O terceiro risco é o aumento do balanço e da complexidade financeira. Após a combinação, o ativo total, o patrimônio líquido, os arrendamentos, empréstimos, intangíveis e aplicações financeiras cresceram muito. A análise daqui em diante precisa considerar uma empresa diferente da Cobasi isolada.
O quarto risco é o caixa. O caixa consolidado caiu bastante no trimestre, de R$451,6 milhões para R$129,7 milhões. Embora isso esteja ligado à combinação e a efeitos de investimento, é um ponto a acompanhar.
O quinto risco são arrendamentos e compromissos fixos. O passivo de arrendamento total consolidado ficou próximo de R$1,9 bilhão. Esse valor é relevante e aumenta a necessidade de manter vendas, margem e geração de caixa consistentes.
O sexto risco é o resultado financeiro. O resultado financeiro consolidado ficou negativo em R$55,4 milhões na DRE IFRS, pior que no 1T25. Na visão gerencial ajustada, há efeitos de swap e financiamento relacionados à operação 4131. O usuário deve separar efeitos caixa e não caixa, mas acompanhar o custo financeiro total.
O sétimo risco é a comparabilidade. O 1T26 combina Petz e Cobasi, enquanto 2025 é apresentado pro forma gerencial para comparação. O usuário deve ter cuidado para não comparar mecanicamente números contábeis consolidados com períodos anteriores sem ajustar o efeito da combinação.
Leitura final
O 1T26 foi um trimestre positivo e transformacional para União Pet. A companhia passou a operar como União Pet Participações S.A., com escala muito maior, receita bruta pro forma de R$2,0 bilhões, crescimento equilibrado entre as marcas, avanço do digital, expansão de margem bruta, crescimento forte de EBITDA ajustado e lucro líquido ajustado maior.
A tese operacional ficou mais forte. A combinação reúne duas marcas relevantes, presença nacional, digital robusto, marcas próprias, serviços, logística e potencial de sinergias. Mesmo antes da captura relevante dessas sinergias, o grupo mostrou crescimento e melhora de rentabilidade.

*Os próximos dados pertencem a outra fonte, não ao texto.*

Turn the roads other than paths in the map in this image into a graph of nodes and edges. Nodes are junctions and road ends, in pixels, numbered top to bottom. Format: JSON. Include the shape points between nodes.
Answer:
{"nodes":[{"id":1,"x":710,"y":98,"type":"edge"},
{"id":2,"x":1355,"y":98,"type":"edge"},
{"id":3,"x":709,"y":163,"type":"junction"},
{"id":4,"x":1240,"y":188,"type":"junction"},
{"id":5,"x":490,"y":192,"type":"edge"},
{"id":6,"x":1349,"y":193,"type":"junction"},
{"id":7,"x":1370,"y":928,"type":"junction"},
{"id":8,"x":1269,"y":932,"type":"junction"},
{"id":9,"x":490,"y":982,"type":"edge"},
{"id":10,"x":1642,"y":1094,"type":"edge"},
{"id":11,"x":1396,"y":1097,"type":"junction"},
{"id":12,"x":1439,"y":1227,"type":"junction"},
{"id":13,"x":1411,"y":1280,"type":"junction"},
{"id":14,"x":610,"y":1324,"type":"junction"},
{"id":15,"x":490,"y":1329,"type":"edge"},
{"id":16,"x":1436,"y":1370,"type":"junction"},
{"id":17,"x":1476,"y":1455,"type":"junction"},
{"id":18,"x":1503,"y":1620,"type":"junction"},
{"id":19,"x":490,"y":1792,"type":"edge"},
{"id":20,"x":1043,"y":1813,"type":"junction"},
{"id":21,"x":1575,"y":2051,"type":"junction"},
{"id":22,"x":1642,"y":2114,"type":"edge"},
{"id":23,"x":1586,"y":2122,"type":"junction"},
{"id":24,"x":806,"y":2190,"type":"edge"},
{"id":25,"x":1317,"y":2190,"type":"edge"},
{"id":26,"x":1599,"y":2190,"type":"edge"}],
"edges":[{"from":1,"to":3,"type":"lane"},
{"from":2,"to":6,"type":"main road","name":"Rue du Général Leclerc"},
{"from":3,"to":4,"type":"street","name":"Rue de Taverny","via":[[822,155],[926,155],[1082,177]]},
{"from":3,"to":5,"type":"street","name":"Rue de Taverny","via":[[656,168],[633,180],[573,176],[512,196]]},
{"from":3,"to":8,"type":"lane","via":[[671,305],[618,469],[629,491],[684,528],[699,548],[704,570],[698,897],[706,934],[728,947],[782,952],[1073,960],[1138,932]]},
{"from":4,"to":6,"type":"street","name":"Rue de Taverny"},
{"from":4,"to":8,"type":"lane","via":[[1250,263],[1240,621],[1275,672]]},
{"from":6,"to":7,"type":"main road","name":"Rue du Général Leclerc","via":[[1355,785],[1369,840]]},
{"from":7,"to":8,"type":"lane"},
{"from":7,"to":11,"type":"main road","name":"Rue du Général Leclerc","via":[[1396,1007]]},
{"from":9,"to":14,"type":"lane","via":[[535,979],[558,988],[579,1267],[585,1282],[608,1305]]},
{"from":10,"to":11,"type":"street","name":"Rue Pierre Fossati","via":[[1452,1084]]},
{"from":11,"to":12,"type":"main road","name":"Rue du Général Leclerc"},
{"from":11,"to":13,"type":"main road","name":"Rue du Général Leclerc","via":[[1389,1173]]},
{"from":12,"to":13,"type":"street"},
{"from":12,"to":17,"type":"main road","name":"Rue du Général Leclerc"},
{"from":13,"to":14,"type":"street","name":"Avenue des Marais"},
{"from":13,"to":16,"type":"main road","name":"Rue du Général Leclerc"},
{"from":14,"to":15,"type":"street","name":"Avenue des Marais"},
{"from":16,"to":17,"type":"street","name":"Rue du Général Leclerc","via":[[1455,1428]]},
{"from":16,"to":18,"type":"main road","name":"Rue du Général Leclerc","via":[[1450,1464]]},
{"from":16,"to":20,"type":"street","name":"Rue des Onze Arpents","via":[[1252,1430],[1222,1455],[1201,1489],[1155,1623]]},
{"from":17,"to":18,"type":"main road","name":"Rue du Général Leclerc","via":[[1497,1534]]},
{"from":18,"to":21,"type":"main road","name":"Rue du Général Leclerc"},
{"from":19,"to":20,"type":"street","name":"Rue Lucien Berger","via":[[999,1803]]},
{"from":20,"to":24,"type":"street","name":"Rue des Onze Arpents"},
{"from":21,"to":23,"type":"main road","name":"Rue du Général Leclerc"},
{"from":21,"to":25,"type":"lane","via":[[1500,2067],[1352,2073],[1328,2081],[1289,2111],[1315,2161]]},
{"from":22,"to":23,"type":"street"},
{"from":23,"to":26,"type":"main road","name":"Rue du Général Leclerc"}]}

A cautela está na execução. A empresa agora é maior, mais complexa e carrega mais arrendamentos, intangíveis, financiamentos e desafios de integração. O caixa caiu no trimestre, e a análise dos próximos períodos precisa verificar se as sinergias prometidas aparecem de fato e se a companhia consegue converter escala em caixa livre recorrente.
Para o usuário, o 1T26 deve ser tratado como um trimestre de crescimento e mudança estrutural positiva, com acompanhamento próximo da integração Petz/Cobasi, margem, capital de giro, arrendamentos, caixa e captura de sinergias.